SASE: A Practical Guide

• Rip-and-replace without a plan: turning off existing remote access before SASE policies are tested and tuned leads to outages and user lockouts.
• Treating SASE as a single product: SASE is a framework—vendors offer different combinations of SD-WAN, ZTNA, CASB, SWG, and FWaaS. Buying one component doesn't give you the full model.
• Ignoring identity integration: SASE relies on strong identity controls (MFA, device posture, conditional access). Weak identity undermines the entire architecture.
• No visibility into cloud app usage: deploying SASE without CASB or SWG means you can't see or control what users do in SaaS apps (shadow IT, data exfiltration).
• Underestimating change management: users expect remote access to "just work." Shifting access patterns requires clear communication, training, and support coverage.

SASE is best implemented in phases, starting with the highest-pain areas (remote access, SaaS security) and expanding to full network convergence over time.

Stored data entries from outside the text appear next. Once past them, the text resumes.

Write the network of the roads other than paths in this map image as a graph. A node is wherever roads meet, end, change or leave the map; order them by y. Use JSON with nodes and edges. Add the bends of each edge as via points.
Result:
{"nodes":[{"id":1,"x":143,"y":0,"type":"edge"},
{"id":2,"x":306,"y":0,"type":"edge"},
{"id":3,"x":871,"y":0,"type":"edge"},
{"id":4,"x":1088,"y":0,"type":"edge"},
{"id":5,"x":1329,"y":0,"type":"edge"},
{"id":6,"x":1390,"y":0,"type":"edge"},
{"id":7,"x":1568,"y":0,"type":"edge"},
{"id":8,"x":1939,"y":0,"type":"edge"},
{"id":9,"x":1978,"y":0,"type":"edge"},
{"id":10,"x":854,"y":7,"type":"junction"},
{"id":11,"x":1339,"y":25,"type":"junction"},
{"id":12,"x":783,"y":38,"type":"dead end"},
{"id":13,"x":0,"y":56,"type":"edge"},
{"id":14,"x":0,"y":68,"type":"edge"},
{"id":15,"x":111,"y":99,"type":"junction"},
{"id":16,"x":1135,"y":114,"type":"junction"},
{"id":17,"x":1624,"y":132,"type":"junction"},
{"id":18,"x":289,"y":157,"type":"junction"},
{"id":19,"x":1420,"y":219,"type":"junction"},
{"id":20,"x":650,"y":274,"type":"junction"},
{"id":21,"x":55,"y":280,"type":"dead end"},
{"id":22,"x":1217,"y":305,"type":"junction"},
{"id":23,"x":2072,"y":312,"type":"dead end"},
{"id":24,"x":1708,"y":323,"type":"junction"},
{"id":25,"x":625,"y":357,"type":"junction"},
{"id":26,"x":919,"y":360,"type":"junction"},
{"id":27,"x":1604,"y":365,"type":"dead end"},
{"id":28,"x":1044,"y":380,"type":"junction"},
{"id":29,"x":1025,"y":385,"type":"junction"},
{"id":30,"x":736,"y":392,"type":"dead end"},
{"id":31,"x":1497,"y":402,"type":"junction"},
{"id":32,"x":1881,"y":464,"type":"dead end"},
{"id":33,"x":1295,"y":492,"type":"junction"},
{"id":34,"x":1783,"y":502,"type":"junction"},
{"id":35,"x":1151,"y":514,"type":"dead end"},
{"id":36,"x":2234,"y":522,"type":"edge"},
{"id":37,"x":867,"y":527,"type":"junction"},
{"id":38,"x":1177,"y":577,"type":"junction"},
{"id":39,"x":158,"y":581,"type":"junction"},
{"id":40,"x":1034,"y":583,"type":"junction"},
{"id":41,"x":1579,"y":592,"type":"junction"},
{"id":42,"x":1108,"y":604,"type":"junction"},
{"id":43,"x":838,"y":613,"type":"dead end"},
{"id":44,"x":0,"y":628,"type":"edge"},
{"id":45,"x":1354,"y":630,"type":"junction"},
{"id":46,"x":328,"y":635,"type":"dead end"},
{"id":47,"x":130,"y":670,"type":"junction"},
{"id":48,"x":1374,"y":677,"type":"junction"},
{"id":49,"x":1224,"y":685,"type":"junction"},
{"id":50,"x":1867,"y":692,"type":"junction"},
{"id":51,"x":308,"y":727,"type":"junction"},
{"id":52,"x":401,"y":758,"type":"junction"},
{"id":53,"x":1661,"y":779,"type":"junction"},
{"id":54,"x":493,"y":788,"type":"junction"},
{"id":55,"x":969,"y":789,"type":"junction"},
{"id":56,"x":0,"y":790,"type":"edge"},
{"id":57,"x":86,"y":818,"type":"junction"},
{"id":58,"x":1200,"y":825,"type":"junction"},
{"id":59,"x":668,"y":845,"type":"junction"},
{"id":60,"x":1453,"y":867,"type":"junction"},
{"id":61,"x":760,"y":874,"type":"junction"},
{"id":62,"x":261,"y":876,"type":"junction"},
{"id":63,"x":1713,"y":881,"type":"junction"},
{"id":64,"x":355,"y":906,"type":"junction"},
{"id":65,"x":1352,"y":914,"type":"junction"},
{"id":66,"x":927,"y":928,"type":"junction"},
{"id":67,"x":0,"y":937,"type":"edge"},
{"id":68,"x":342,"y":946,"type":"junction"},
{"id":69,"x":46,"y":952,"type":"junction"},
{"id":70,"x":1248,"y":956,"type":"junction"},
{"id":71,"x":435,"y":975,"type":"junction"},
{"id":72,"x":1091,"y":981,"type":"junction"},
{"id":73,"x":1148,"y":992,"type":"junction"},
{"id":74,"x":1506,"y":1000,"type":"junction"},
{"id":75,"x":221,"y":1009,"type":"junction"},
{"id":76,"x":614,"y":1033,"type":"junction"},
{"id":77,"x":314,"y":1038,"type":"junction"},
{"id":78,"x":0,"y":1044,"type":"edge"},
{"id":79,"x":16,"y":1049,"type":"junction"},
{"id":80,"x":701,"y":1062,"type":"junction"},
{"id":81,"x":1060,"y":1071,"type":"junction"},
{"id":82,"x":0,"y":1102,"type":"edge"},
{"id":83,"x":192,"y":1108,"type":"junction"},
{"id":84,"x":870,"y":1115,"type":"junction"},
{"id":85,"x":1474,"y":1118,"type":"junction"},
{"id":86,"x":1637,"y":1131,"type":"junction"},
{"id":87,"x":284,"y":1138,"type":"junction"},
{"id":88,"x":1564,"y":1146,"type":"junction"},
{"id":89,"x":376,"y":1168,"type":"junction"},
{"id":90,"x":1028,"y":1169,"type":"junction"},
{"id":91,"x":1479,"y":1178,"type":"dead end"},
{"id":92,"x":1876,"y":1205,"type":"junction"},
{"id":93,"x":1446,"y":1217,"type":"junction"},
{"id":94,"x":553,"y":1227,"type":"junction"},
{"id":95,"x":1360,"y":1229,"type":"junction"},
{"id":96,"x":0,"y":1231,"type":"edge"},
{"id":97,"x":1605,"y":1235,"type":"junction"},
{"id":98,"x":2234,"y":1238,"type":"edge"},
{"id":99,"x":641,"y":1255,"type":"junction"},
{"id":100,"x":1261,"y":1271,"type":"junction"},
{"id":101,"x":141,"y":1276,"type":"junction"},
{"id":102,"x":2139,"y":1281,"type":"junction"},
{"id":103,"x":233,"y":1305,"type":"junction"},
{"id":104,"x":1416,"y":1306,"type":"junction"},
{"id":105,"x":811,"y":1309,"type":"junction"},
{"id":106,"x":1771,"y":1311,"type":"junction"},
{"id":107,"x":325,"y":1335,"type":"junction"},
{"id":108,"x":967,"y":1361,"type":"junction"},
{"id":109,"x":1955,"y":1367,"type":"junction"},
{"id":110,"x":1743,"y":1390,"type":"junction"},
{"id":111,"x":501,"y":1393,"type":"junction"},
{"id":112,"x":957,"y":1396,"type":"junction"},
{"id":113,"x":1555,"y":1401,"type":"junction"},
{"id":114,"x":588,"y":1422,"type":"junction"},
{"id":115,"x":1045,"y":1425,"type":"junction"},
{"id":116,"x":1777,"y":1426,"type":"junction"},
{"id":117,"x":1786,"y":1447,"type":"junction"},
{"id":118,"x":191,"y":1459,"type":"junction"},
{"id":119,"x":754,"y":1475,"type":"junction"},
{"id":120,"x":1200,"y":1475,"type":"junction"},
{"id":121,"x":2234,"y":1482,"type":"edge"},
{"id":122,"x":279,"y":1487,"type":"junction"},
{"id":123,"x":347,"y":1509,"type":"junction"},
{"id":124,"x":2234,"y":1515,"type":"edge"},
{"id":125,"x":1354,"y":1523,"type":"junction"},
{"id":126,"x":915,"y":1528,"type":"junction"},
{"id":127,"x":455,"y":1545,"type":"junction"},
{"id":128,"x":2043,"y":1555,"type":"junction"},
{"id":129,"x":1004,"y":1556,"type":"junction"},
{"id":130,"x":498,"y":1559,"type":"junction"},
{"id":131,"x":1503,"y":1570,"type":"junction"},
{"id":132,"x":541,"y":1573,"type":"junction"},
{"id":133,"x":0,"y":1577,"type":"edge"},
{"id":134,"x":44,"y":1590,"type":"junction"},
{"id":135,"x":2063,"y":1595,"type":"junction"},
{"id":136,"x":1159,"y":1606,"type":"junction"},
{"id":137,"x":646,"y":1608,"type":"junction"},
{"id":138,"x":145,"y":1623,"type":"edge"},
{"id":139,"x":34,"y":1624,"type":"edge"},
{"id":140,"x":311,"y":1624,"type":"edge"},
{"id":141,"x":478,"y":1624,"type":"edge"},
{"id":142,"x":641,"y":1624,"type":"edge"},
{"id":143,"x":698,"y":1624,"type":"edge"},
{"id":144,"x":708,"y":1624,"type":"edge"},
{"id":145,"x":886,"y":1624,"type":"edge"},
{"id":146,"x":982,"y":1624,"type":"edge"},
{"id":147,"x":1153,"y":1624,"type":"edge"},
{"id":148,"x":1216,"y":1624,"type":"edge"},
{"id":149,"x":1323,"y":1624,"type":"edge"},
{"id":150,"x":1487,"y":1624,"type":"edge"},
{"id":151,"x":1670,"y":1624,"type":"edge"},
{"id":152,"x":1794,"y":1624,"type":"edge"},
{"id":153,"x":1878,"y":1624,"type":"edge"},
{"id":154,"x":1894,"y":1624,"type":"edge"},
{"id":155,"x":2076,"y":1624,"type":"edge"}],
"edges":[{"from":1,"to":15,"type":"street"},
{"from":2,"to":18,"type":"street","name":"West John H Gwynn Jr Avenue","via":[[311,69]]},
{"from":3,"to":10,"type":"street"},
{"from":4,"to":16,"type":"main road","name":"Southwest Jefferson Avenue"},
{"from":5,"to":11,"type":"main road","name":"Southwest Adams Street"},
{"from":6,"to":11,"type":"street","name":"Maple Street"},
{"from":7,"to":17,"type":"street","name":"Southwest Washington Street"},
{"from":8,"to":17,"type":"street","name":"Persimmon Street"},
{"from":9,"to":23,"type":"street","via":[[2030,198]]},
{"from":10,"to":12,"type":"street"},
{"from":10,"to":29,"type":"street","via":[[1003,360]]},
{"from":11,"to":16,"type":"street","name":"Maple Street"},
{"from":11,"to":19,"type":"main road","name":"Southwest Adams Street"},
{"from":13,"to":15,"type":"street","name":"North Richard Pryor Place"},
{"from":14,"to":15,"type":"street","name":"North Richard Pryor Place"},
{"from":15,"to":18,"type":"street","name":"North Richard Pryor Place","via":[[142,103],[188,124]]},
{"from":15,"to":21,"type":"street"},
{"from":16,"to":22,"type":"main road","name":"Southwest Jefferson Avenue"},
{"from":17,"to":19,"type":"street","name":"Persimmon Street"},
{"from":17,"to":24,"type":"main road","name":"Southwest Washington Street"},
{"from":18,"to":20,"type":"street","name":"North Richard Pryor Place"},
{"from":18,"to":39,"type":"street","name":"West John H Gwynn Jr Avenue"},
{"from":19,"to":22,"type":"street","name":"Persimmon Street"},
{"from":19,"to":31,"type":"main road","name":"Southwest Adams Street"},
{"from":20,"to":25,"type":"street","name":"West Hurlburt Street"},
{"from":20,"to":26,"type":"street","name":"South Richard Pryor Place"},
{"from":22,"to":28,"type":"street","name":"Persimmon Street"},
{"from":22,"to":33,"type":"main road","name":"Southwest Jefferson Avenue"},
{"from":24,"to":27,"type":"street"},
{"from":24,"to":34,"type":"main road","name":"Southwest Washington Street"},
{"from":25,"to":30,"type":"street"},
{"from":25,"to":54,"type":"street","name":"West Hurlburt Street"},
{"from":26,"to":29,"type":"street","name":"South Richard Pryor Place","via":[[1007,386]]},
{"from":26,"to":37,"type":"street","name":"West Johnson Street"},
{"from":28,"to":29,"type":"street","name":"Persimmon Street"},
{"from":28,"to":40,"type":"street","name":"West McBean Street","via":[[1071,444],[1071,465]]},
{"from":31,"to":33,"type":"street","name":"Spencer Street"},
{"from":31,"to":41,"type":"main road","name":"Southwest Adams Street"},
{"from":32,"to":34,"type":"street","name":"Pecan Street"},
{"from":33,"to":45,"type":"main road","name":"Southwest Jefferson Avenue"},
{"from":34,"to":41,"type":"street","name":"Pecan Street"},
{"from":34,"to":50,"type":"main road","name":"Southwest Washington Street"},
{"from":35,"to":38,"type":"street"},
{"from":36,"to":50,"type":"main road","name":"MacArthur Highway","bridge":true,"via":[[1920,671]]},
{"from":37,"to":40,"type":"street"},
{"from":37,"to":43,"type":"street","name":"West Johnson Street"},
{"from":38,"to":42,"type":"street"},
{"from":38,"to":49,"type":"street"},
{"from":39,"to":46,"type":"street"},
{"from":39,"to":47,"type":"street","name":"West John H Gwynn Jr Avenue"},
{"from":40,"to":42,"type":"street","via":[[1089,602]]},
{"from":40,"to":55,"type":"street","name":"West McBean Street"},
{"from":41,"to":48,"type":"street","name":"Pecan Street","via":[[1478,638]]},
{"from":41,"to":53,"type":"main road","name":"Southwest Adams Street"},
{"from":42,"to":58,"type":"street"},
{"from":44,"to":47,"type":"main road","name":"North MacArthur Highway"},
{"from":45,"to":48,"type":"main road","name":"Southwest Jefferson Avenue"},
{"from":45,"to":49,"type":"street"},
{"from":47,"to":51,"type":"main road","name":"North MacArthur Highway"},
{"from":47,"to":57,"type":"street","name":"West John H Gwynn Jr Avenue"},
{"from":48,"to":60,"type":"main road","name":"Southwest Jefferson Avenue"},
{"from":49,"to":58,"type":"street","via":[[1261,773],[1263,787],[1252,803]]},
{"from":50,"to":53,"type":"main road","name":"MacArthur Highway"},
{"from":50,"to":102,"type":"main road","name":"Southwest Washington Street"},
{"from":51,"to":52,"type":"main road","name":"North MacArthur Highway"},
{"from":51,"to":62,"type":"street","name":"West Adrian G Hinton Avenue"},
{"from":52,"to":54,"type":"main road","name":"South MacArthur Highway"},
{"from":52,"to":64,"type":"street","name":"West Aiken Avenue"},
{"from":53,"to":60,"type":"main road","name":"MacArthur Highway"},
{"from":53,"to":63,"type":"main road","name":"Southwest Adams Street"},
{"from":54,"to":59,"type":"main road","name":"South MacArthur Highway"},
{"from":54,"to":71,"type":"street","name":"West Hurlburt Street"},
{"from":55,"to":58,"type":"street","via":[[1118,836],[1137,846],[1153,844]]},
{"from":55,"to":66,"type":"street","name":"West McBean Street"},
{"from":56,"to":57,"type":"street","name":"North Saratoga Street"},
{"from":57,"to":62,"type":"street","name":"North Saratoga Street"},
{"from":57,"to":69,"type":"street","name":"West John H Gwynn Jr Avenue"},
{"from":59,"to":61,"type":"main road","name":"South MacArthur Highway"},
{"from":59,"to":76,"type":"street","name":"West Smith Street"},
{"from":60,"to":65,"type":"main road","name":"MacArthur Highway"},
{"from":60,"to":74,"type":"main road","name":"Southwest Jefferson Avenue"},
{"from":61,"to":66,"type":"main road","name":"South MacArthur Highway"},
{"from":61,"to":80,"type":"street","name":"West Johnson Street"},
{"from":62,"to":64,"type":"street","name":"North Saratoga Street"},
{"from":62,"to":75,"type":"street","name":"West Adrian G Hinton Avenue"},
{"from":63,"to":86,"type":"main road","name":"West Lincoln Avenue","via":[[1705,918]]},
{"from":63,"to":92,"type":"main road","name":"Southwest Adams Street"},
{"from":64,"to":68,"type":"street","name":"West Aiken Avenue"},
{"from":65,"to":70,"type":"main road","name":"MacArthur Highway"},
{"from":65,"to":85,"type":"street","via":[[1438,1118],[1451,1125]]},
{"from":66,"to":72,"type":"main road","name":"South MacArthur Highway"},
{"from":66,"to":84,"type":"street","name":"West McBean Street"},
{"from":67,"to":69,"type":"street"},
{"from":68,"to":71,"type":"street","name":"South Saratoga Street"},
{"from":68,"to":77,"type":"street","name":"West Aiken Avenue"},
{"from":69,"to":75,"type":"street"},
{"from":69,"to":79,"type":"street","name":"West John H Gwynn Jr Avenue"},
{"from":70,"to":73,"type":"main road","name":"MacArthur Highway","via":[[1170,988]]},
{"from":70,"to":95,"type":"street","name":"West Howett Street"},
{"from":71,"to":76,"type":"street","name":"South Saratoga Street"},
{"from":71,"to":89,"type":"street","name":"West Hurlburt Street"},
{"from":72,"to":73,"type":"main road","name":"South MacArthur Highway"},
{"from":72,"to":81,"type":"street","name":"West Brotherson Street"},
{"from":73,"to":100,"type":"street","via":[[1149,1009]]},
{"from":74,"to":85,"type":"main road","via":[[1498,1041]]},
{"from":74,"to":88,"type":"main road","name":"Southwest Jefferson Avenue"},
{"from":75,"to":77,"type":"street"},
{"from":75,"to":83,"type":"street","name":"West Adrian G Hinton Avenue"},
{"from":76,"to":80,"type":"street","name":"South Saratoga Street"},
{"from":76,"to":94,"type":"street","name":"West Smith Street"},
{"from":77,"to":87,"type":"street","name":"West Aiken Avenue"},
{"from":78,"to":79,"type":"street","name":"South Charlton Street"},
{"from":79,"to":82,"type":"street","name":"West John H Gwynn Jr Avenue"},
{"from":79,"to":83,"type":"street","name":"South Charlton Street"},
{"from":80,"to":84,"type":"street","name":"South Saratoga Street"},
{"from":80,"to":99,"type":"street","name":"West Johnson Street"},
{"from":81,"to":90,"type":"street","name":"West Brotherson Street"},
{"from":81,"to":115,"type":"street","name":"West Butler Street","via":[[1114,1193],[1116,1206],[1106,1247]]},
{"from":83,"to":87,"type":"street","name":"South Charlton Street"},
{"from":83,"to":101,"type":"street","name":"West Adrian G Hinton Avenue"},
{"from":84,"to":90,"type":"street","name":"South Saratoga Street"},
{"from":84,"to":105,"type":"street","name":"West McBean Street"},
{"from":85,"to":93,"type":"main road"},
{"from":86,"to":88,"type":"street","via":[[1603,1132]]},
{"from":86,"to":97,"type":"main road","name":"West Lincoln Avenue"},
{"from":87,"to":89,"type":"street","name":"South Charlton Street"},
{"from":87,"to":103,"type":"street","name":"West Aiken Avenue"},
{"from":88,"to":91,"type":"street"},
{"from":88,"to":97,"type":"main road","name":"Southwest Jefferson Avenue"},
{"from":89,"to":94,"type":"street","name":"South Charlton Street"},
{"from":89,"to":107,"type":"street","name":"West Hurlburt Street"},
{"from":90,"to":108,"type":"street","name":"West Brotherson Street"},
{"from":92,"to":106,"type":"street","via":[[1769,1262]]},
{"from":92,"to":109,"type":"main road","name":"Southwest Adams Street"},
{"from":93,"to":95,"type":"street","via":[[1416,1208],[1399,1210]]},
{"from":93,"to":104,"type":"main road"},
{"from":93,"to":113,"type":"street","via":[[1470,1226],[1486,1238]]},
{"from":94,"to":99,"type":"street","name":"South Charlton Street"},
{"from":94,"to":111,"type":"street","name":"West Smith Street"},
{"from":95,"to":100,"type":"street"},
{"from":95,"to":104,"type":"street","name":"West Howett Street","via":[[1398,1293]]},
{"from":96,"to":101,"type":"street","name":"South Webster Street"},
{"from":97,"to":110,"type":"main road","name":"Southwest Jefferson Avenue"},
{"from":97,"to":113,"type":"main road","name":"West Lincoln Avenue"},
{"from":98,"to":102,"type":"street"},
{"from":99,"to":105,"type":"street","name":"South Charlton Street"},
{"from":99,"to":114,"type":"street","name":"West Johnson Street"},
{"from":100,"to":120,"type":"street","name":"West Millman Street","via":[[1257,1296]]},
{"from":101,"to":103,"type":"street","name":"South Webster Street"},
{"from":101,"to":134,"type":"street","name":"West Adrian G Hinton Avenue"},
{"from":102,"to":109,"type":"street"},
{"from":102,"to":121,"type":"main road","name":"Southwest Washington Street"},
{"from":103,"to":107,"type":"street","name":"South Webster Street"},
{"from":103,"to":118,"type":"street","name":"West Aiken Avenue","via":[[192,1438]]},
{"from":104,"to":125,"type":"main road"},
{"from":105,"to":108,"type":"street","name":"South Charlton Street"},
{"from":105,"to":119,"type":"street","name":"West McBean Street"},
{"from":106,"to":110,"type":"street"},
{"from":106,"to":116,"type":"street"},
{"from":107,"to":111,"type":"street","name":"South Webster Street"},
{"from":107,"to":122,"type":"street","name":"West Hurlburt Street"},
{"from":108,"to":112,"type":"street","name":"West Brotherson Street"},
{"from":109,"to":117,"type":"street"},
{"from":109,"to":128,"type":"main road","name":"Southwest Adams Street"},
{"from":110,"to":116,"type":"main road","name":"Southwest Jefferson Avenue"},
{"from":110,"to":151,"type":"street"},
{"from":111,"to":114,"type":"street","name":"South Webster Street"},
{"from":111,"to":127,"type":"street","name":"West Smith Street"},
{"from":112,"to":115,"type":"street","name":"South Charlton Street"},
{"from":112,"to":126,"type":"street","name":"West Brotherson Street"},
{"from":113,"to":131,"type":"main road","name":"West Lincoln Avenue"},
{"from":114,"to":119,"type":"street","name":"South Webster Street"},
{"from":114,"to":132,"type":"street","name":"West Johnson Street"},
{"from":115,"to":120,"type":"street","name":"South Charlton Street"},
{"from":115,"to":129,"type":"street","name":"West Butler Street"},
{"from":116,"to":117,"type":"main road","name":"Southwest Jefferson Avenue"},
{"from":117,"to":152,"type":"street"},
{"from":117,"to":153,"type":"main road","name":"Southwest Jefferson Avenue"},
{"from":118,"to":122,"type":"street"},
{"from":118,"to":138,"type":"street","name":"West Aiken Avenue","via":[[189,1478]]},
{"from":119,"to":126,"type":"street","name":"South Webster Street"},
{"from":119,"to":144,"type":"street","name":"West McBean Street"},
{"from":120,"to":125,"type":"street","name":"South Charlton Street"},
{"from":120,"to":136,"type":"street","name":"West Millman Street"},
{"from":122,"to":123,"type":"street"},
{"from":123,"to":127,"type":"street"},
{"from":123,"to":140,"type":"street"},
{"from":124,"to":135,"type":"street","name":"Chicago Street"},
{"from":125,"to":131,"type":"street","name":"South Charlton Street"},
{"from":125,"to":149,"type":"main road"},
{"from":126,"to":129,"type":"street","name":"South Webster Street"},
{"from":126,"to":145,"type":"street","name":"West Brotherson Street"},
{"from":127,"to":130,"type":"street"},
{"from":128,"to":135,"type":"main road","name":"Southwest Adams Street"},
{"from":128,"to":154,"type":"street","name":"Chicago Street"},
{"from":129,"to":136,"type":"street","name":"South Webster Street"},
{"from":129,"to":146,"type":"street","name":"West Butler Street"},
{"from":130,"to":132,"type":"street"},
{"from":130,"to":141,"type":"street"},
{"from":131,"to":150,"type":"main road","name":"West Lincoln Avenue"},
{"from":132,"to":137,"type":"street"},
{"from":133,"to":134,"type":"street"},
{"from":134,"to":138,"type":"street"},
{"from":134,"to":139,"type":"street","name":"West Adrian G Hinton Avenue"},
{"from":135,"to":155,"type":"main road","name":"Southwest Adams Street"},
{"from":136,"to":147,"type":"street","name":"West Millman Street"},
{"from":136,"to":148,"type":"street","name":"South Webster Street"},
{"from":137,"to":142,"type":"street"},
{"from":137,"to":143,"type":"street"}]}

1. Assess current state: map where users connect from, what apps they use, and where traffic flows today (remote access, direct internet, branch MPLS).
2. Start with identity and device posture: ensure strong identity controls (MFA, conditional access) and device management are in place—SASE depends on them.
3. Pilot ZTNA for high-value apps: start with identity-aware access to specific internal apps (finance systems, admin portals) to prove the model works.
4. Add SWG and CASB for cloud apps: route SaaS traffic through a secure web gateway to enforce DLP, malware scanning, and shadow IT visibility.
5. Expand to SD-WAN and FWaaS: once remote access is stable, migrate branch offices and data center connectivity to cloud-delivered networking and firewall services.

• Unified logging: SASE platforms should provide centralized logs for network traffic, security events, and user activity—no more stitching together logs from multiple point products.
• Policy consistency: security policies (web filtering, DLP, malware scanning) should apply uniformly whether users are on-site, remote, or at a branch office.
• Performance monitoring: track latency, throughput, and user experience metrics to ensure SASE isn't introducing new bottlenecks.
• Access reviews: regularly review who has access to what apps and data—SASE makes this easier with identity-driven policies, but it still requires operational discipline.
• Incident response integration: ensure SASE logs feed into your SIEM and SOC workflows for threat detection and response.

Further reading: Gartner SASE definition, NIST SP 800-207 (Zero Trust Architecture).

SASE is a convergence of multiple technologies. Here's what each component does:

• SD-WAN (Software-Defined Wide Area Network): intelligently routes traffic across multiple network paths (MPLS, broadband, LTE) to optimize performance and reduce costs.
• ZTNA (Zero Trust Network Access): identity-driven, application-level access with continuous verification. Users authenticate to specific apps with device posture checks, not blanket network access.
• CASB (Cloud Access Security Broker): monitors and controls access to SaaS apps (Microsoft 365, Salesforce, etc.), enforcing DLP and detecting risky behavior.
• SWG (Secure Web Gateway): filters web traffic to block malicious sites, enforce acceptable use policies, and scan for malware.
• FWaaS (Firewall-as-a-Service): cloud-delivered firewall that inspects traffic and enforces security policies without requiring on-premises hardware.

Not every organization needs all five components immediately. Start with the areas that solve your biggest pain points (usually ZTNA and SWG for remote users).

Not all VPNs are created equal. The limitations described above apply to legacy VPN architectures—centralized gateways with "authenticate once, trust forever" models.

Next-generation VPN solutions (like WireGuard-based mesh networks) implement Zero Trust principles at the network layer: identity-aware access, device posture checks, per-resource policies, and continuous verification. These can be powerful tools when combined with ZTNA—especially for legacy systems that can't run modern agents or don't support application-layer security.

The right approach often isn't "VPN vs. ZTNA" but rather layered security using both network and identity controls. VPN connection status can serve as a signal for conditional access policies, adding defense in depth.